■ **Record excerpts**:
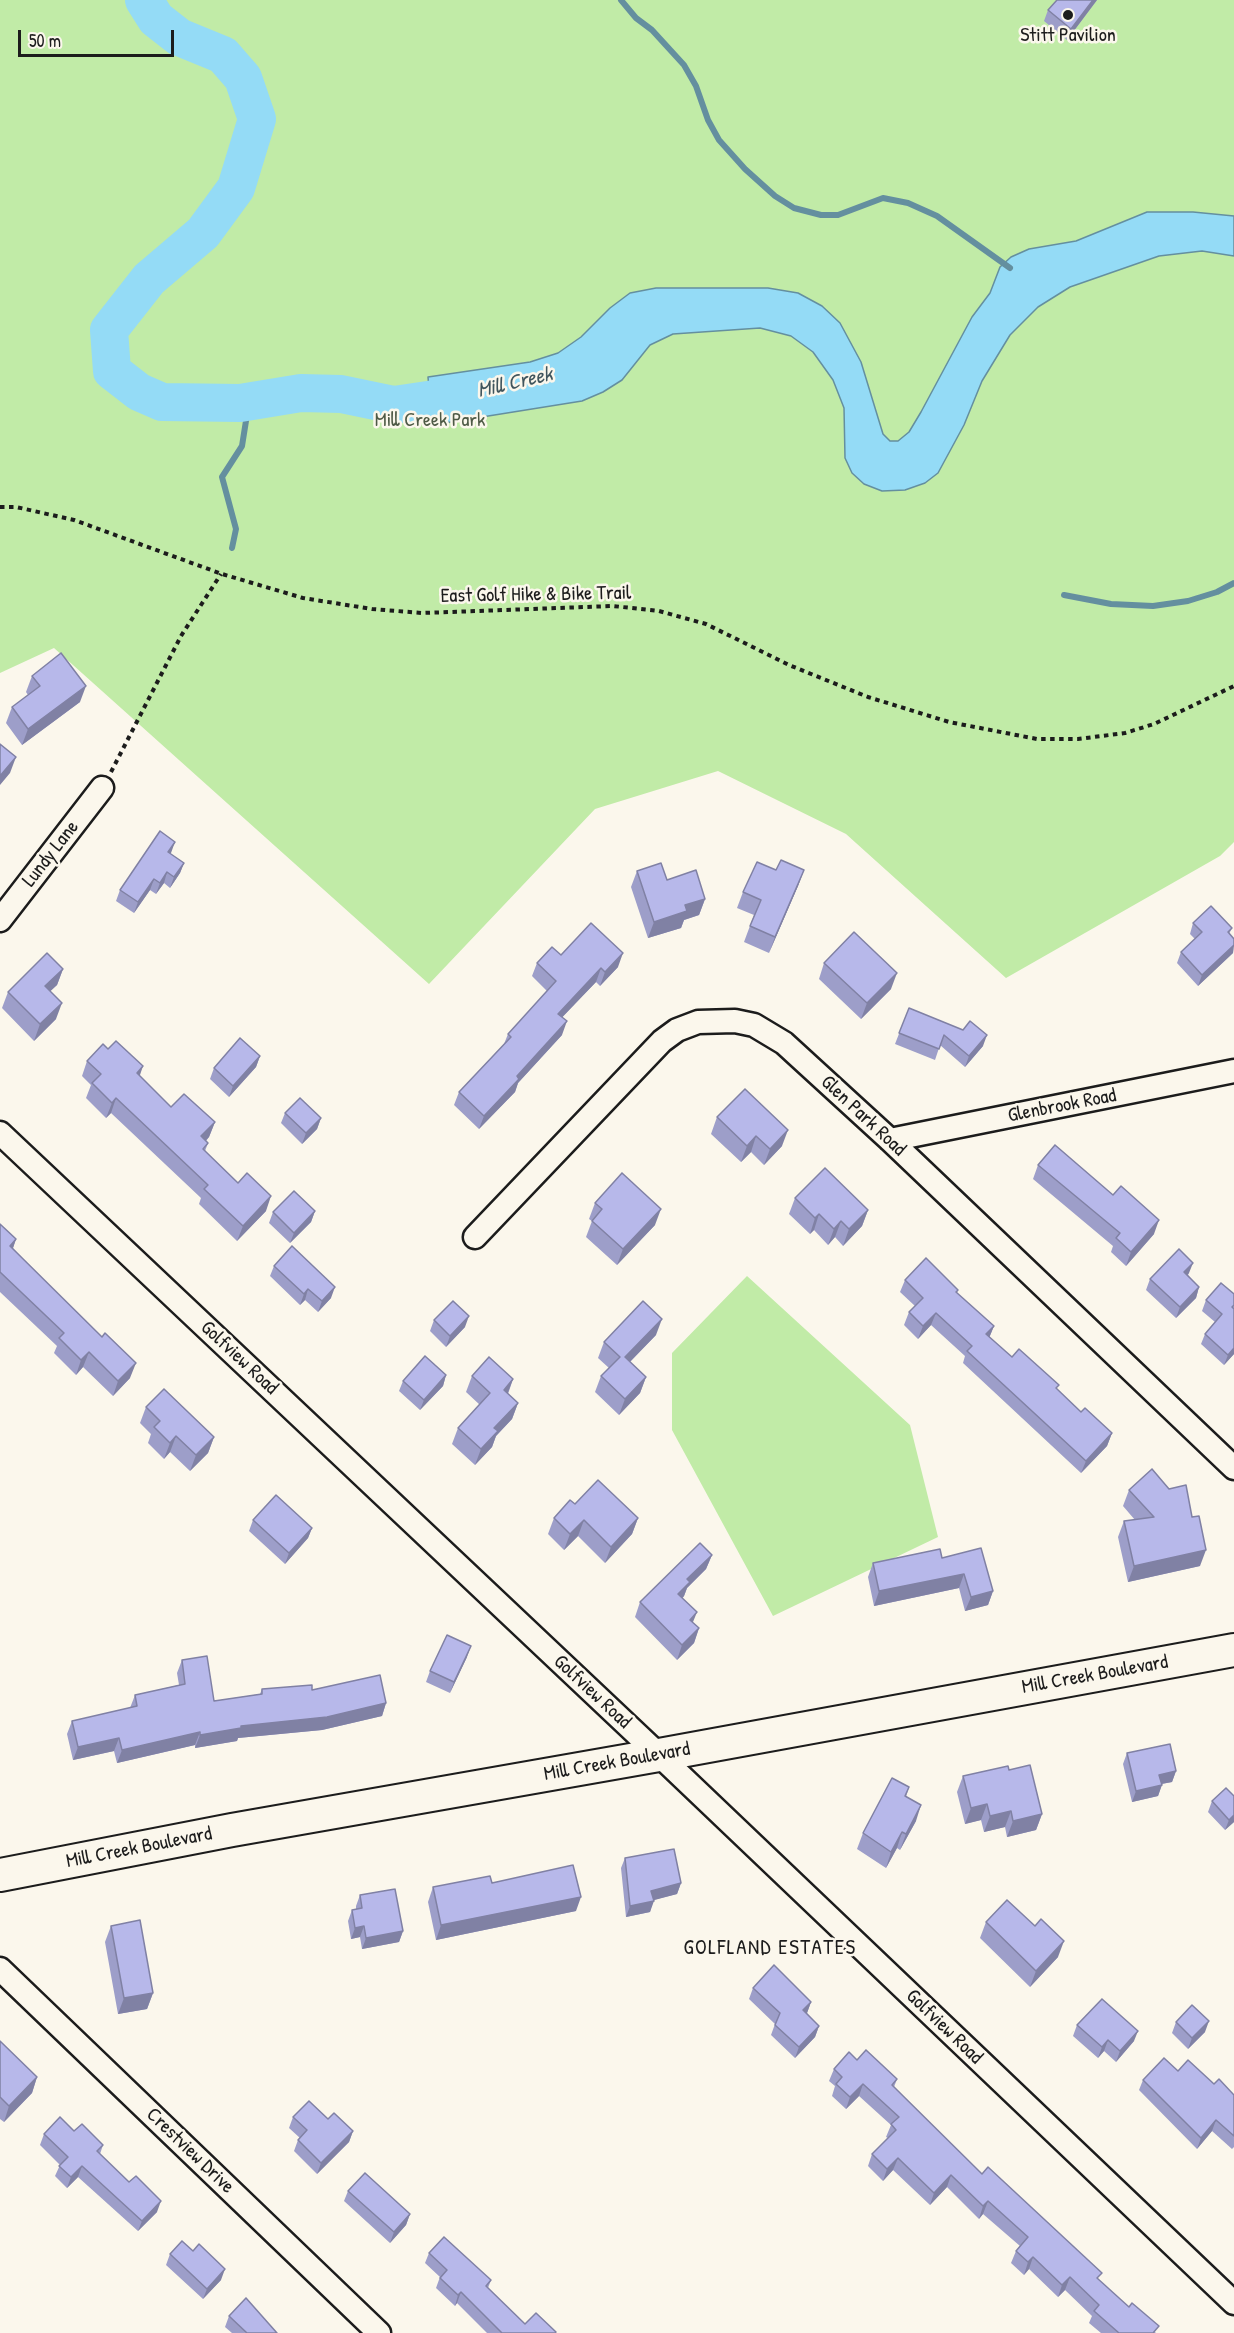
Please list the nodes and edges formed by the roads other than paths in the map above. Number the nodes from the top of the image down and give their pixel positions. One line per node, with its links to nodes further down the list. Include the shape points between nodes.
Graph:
1 (102, 788): 2 (street, Lundy Lane)
2 (0, 920)
3 (1234, 1071): 5 (street, Glenbrook Road)
4 (0, 1133): 9 (street, Golfview Road)
5 (890, 1140): 6 (street, Glen Park Road, via 766,1031 735,1021 698,1022 662,1041); 7 (street, Glen Park Road)
6 (475, 1237)
7 (1234, 1468)
8 (1234, 1650): 9 (street, Mill Creek Boulevard)
9 (659, 1755): 10 (street, Mill Creek Boulevard); 12 (street, Golfview Road)
10 (0, 1875)
11 (0, 1969): 13 (street, Crestview Drive)
12 (1234, 2303)
13 (379, 2333)

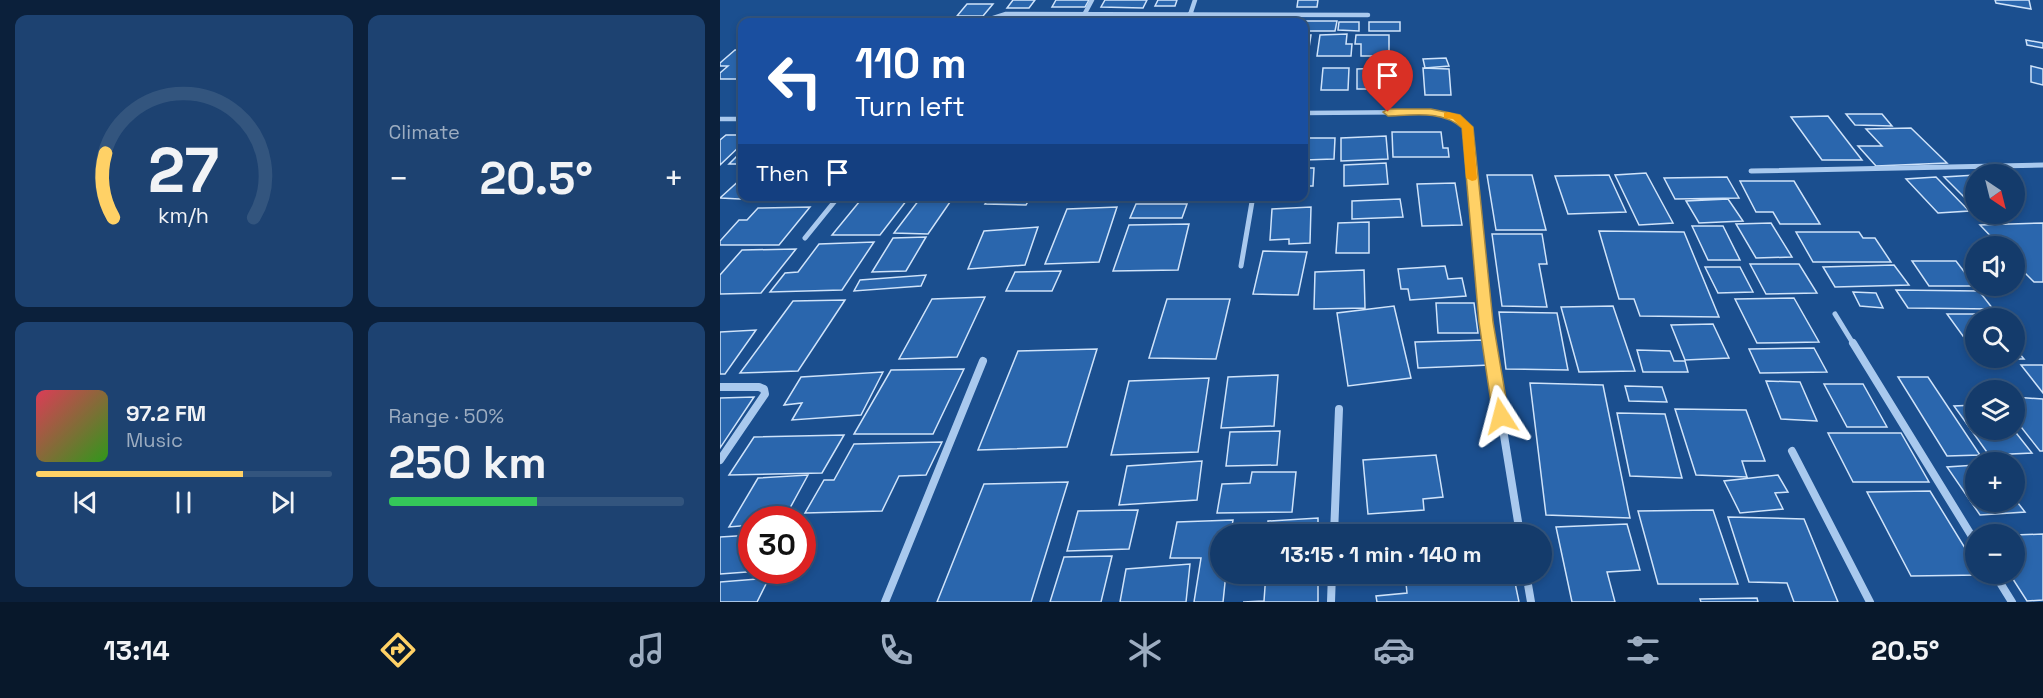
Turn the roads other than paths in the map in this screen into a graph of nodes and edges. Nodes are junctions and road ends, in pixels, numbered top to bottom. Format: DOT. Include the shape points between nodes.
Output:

■ **Try it**: Each record above should be restated word for word. The pictures should not appear.

■ **Solved problem**:
Please list the nodes and edges formed by the roads other than paths in the map above. Number the nodes from the top of the image down and give their pixel positions. One line per node, with its links to nodes further down the list. Include the shape points between nodes.
Graph:
1 (102, 788): 2 (street, Lundy Lane)
2 (0, 920)
3 (1234, 1071): 5 (street, Glenbrook Road)
4 (0, 1133): 9 (street, Golfview Road)
5 (890, 1140): 6 (street, Glen Park Road, via 766,1031 735,1021 698,1022 662,1041); 7 (street, Glen Park Road)
6 (475, 1237)
7 (1234, 1468)
8 (1234, 1650): 9 (street, Mill Creek Boulevard)
9 (659, 1755): 10 (street, Mill Creek Boulevard); 12 (street, Golfview Road)
10 (0, 1875)
11 (0, 1969): 13 (street, Crestview Drive)
12 (1234, 2303)
13 (379, 2333)

Turn the roads other than paths in the map in this screen into a graph of nodes and edges. Nodes are junctions and road ends, in pixels, numbered top to bottom. Format: DOT. Include the shape points between nodes.
Output:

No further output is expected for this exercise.